One questions we receive with some frequency is: is your milk organic? The short, most direct answer is no our milk is not certified organic. We feel, respectfully, the more important question is why is your milk not certified organic and what are the pros and cons to certified organic milk vs our milk. We have included information on three informative topics to help answer these questions - Animal Husbandry, Processing and a Conclusion.


Animal Husbandry


1. Artificial Hormones - organic milk means the cows cannot be given any growth hormones (rBST). Our cows are also never given any growth hormones or any other hormones or production inducing chemicals.


Our cows are never given artificial hormones - the same as organic milk.


2. Antibiotics - Milk produced by cows that are certified organic cannot be given antibiotics. This means if they become sick and antibiotics are the only remedy to restore their health - they have to either be sold or removed permanently from the herd. In our herd of cows we isolate a sick cow and if antibiotics are necessary to improve her health and prevent suffering - we will administer them without hesitation. During the course of antibiotic treatment, she is isolated from the herd and milking pool and are not reintroduced until she has a zero trace of residual antibiotics in her milk. If your child or pet becomes sick we hope you would not hesitate to administer antibiotics to cure their ailment. We feel the exact same way about our herd we are entrusted to look over.


Our milk is routinely tested and contains zero trace of antibiotics - the same as organic milk.


3. Grazing - There's a wide perception that cows from organic farms are always grazed in open pastures. Like other industries, farms are rapidly consolidating and it's not uncommon for organic cows to never have access to pastures and milked on industrial sized operations of 3,000+ cows in a herd. Some organic cows never have access to open pastures in their entire life. Our cows are free to graze as weather permits in our pastures in Hyrum, UT.


Our cows graze in pastures, weather permitting - organic cows may or may not have access to pastures.


4. Organic Feed - Cows producing organic milk must be given 100% organic certified grains year round. They can never be given conventionally raised feed. Our cows, however, graze as weather permits - during winter months and times when additional supplemental nutrition is needed our feed is not always certified organic. Instead, we buy local feed that is often conventionally produced from local farms. We have strong bonds with our farmers and we know they are outstanding families who care about quality.

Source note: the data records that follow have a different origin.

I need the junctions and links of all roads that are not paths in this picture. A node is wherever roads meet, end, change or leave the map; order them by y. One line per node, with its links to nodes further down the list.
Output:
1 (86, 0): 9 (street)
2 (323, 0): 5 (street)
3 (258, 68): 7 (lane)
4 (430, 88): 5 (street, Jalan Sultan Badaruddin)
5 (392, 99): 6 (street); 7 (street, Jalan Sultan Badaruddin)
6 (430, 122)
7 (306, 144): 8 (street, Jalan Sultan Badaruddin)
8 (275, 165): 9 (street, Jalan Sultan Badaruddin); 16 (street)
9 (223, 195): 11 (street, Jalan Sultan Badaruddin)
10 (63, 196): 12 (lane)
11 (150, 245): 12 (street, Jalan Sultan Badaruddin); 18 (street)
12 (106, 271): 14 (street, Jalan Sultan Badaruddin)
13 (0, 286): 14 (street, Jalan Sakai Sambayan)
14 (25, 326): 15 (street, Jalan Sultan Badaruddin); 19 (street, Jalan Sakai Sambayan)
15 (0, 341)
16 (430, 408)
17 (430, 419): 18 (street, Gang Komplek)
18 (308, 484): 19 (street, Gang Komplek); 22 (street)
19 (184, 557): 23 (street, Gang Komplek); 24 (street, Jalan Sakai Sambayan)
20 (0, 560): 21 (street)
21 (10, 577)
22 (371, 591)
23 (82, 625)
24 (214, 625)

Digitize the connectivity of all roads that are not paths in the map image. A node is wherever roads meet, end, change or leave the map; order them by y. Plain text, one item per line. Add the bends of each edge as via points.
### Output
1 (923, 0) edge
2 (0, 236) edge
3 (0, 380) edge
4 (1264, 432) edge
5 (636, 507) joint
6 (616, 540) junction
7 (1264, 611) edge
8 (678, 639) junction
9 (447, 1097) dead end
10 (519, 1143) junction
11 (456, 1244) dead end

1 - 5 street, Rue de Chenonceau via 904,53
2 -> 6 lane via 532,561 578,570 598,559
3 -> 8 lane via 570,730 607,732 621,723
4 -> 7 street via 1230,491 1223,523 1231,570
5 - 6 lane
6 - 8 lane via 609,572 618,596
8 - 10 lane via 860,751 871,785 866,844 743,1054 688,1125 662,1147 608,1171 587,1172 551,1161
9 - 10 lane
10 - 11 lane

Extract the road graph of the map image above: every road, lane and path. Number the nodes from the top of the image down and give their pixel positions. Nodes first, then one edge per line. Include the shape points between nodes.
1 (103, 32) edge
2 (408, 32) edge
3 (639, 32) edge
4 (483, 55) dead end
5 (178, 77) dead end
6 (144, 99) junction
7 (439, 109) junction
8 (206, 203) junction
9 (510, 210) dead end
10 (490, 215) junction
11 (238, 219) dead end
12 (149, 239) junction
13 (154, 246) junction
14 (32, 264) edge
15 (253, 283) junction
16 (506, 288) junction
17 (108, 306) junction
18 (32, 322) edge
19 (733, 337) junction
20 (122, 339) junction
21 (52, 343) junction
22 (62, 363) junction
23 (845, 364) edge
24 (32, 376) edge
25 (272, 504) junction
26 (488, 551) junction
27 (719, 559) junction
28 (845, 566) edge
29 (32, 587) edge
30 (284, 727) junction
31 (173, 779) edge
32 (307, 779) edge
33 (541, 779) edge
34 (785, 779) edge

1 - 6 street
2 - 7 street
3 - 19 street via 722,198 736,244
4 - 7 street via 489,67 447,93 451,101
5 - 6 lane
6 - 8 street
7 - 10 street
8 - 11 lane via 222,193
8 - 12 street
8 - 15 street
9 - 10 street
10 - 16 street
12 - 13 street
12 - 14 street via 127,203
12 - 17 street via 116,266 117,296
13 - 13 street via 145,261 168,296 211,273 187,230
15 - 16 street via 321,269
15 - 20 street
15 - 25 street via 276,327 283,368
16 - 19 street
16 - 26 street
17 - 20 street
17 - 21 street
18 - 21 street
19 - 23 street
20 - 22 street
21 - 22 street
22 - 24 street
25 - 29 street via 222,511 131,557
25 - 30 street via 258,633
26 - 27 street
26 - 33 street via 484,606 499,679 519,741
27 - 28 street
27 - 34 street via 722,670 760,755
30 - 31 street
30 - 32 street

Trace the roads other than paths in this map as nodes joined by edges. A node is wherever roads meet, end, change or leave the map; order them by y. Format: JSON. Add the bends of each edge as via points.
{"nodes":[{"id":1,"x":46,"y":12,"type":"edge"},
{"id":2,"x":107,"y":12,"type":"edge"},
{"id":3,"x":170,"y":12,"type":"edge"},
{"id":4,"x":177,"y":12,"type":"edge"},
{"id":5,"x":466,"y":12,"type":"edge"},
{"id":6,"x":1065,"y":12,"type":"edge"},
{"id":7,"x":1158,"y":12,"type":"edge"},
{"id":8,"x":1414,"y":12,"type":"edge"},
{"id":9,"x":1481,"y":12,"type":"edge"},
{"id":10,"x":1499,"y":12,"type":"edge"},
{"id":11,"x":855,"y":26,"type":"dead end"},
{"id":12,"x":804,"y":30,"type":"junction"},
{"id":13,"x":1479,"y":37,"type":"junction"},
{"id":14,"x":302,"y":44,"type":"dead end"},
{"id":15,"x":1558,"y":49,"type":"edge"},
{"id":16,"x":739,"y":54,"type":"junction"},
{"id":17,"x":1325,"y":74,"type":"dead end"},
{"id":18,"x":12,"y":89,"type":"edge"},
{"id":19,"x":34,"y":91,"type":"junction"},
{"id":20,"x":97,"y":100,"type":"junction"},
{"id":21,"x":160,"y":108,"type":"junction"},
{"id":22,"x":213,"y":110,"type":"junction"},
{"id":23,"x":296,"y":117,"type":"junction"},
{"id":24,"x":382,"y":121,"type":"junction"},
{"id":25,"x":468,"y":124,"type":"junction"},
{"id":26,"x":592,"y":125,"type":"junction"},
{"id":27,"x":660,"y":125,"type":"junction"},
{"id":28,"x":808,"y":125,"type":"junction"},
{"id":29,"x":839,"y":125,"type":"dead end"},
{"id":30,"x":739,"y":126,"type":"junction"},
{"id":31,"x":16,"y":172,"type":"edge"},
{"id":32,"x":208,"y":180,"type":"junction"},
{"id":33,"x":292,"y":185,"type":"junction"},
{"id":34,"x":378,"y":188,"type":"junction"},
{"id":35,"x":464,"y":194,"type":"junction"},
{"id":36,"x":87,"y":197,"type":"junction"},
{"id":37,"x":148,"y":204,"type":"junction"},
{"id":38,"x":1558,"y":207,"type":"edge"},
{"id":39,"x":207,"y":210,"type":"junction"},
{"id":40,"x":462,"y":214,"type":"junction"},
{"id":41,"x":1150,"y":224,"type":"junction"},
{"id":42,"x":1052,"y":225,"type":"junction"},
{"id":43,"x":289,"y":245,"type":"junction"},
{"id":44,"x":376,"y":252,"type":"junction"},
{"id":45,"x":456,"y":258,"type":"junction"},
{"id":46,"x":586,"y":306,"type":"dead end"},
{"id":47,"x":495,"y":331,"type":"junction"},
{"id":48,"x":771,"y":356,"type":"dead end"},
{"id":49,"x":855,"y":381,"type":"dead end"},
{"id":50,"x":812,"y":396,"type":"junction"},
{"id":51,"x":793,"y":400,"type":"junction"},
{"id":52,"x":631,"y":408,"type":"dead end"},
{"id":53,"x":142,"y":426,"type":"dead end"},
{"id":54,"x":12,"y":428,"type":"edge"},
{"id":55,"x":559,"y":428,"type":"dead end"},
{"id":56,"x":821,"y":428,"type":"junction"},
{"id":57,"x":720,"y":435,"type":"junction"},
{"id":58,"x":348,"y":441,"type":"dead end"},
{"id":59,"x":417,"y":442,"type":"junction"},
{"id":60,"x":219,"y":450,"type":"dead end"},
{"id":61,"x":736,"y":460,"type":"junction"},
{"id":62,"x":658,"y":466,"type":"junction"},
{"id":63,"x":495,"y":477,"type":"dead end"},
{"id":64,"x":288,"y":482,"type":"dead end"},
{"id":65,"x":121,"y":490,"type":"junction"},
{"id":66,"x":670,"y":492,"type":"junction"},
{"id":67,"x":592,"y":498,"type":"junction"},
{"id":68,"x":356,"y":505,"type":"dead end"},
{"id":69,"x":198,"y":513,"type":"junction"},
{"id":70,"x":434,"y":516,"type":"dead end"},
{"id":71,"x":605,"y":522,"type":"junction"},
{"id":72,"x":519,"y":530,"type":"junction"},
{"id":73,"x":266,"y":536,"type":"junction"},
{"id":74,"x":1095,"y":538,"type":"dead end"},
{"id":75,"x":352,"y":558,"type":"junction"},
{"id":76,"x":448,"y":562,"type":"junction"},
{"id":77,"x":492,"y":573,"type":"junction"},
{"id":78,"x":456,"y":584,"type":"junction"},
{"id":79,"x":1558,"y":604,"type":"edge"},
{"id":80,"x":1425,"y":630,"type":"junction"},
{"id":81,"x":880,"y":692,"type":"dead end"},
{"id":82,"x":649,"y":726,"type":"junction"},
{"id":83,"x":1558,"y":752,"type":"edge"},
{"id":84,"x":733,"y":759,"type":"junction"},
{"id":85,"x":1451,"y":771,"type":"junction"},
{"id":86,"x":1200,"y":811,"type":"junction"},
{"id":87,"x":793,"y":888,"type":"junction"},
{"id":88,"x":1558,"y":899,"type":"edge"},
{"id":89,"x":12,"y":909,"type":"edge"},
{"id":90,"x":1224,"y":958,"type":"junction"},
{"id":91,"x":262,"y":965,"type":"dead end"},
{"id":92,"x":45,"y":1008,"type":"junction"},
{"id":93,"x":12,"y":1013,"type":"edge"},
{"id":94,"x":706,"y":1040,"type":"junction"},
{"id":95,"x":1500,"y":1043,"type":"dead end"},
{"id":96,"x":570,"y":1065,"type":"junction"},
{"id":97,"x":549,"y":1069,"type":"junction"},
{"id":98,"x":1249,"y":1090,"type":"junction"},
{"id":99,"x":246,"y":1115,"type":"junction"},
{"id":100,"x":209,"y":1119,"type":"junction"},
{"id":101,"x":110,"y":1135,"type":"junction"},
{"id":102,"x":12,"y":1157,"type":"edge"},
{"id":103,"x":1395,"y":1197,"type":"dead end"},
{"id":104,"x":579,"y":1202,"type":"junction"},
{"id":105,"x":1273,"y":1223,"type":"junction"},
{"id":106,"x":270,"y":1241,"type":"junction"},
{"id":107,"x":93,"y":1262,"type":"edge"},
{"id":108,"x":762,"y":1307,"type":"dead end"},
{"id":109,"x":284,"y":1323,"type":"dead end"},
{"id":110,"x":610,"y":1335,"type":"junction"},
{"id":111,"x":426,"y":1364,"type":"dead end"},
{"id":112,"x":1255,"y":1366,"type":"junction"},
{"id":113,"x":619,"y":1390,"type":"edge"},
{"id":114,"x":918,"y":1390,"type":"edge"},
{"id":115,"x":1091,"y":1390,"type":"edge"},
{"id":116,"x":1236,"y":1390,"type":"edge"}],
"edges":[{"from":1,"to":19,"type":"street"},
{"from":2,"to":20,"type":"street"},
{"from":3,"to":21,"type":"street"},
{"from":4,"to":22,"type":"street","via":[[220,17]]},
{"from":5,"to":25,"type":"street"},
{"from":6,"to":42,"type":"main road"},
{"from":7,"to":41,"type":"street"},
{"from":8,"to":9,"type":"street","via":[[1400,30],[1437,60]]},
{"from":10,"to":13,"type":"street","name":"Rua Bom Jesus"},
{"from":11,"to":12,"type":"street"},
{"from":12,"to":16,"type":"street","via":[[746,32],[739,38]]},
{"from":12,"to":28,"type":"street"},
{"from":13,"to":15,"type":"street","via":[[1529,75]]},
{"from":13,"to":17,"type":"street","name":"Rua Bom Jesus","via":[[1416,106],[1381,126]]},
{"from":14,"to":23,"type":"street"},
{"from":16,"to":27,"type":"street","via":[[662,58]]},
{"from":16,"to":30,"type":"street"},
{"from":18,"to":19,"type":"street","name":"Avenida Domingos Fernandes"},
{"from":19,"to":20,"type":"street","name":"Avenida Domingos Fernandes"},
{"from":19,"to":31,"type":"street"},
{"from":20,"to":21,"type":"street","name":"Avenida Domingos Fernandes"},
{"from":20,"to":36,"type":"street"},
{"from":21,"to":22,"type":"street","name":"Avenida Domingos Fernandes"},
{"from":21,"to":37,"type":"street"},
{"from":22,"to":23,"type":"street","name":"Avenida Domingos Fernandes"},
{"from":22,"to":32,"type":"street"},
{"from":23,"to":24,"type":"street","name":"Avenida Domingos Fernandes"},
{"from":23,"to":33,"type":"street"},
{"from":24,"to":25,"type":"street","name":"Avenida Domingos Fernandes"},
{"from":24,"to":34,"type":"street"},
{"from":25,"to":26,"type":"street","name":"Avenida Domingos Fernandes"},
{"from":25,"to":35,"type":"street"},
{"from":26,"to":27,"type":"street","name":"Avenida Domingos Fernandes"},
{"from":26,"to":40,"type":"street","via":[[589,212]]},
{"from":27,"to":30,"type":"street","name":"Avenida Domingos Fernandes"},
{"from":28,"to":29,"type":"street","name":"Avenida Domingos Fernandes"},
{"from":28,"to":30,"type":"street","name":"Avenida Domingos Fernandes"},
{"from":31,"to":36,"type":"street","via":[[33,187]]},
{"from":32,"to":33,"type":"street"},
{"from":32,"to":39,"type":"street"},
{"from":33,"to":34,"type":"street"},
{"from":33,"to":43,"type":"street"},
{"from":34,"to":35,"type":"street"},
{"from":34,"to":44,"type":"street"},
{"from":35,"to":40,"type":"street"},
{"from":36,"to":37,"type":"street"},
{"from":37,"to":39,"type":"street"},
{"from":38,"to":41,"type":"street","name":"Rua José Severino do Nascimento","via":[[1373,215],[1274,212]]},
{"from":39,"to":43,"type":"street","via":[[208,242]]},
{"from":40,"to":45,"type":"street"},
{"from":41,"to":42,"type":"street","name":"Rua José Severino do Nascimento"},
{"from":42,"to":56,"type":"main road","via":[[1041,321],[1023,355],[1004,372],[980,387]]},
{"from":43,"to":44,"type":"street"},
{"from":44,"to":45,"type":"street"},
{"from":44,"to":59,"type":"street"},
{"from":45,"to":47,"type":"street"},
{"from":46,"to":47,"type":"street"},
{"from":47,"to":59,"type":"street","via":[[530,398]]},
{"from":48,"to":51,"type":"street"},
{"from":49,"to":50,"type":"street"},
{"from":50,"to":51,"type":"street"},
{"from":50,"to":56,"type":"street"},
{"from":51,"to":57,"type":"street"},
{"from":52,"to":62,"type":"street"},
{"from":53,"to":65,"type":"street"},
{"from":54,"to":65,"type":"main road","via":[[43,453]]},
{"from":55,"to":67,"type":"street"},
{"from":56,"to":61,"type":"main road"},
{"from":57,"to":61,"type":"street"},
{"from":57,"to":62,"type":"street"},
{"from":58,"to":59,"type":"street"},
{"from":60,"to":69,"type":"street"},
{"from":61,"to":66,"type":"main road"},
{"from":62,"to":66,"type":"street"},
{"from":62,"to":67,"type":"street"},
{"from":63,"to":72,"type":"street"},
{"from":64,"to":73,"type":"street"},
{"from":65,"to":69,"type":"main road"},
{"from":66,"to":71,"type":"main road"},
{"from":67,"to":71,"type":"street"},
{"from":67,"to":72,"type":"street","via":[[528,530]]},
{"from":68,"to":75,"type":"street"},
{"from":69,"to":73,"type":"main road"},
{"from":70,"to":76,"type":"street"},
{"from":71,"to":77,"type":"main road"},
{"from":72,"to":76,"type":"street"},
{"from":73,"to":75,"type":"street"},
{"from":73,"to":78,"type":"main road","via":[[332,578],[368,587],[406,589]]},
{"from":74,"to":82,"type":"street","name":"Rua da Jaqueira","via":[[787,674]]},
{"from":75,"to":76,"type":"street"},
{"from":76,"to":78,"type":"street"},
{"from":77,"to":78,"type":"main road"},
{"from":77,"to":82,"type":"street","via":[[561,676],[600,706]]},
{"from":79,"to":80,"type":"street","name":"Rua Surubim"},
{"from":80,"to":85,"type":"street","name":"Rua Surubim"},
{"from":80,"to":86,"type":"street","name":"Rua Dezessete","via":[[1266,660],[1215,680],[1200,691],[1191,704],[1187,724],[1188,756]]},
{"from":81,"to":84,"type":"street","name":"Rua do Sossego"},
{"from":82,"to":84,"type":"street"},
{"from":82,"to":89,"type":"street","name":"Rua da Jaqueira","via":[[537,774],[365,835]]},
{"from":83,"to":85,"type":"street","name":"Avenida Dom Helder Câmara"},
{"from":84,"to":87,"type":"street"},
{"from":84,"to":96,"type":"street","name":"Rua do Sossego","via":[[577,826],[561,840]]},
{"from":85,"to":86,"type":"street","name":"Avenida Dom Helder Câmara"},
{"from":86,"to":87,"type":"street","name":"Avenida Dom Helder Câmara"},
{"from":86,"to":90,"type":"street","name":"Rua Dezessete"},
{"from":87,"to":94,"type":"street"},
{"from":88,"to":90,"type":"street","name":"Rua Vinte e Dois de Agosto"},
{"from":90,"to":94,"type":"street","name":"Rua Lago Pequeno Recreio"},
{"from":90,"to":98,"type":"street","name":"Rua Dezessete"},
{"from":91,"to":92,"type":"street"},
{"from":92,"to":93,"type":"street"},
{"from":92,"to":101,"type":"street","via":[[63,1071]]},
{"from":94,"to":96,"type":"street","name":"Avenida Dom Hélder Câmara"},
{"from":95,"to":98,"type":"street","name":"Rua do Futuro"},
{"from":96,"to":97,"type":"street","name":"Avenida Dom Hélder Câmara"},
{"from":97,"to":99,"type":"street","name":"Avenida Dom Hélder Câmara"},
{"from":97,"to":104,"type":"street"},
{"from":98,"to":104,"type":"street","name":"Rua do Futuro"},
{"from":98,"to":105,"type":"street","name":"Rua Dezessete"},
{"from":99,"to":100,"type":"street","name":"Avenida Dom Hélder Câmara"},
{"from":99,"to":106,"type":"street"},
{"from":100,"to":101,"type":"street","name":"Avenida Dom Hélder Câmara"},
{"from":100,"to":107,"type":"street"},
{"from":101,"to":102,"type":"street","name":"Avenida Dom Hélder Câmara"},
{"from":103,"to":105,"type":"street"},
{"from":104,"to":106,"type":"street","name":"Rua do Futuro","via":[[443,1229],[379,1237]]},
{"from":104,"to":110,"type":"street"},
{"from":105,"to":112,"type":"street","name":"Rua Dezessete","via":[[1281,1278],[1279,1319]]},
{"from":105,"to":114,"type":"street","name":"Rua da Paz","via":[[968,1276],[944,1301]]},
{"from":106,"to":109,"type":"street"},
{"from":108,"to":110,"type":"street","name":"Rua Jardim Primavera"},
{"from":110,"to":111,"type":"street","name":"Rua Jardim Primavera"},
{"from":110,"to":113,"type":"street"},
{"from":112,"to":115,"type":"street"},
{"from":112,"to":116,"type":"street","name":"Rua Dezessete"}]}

Our cows are permitted to graze seasonally and supplemented by local farms where the feed may not always be 100% organic - organic cows are ALWAYS fed 100% organic feed.


Processing Differences


5. Pasteurization - The majority of organic milk is pasteurized at 280 degrees or higher, while our milk is pasteurized under 170 degrees. The reason organic milk is pasteurized at such a high temperature is the shelf life can be extended months beyond what would be natural so it can be shipped all over the country. Our milk is only pasteurized enough to kill any natural pathogens that could remain naturally in unpasteurized (raw) milk. We distribute our milk within 72 hours (72 hours moo to you!!) from milking so we do not need to heat our milk to such a high temperature. Although there are no conclusive scientific studies - we encourage you to do research - there are sources that claim more of the "good enzymes" remain when heated at a lower temperature.


Because we deliver within 72 hours our milk is pasteurized at a lower temperature - organic milk is pasteurized at a much higher temp to withstand a longer shelf life.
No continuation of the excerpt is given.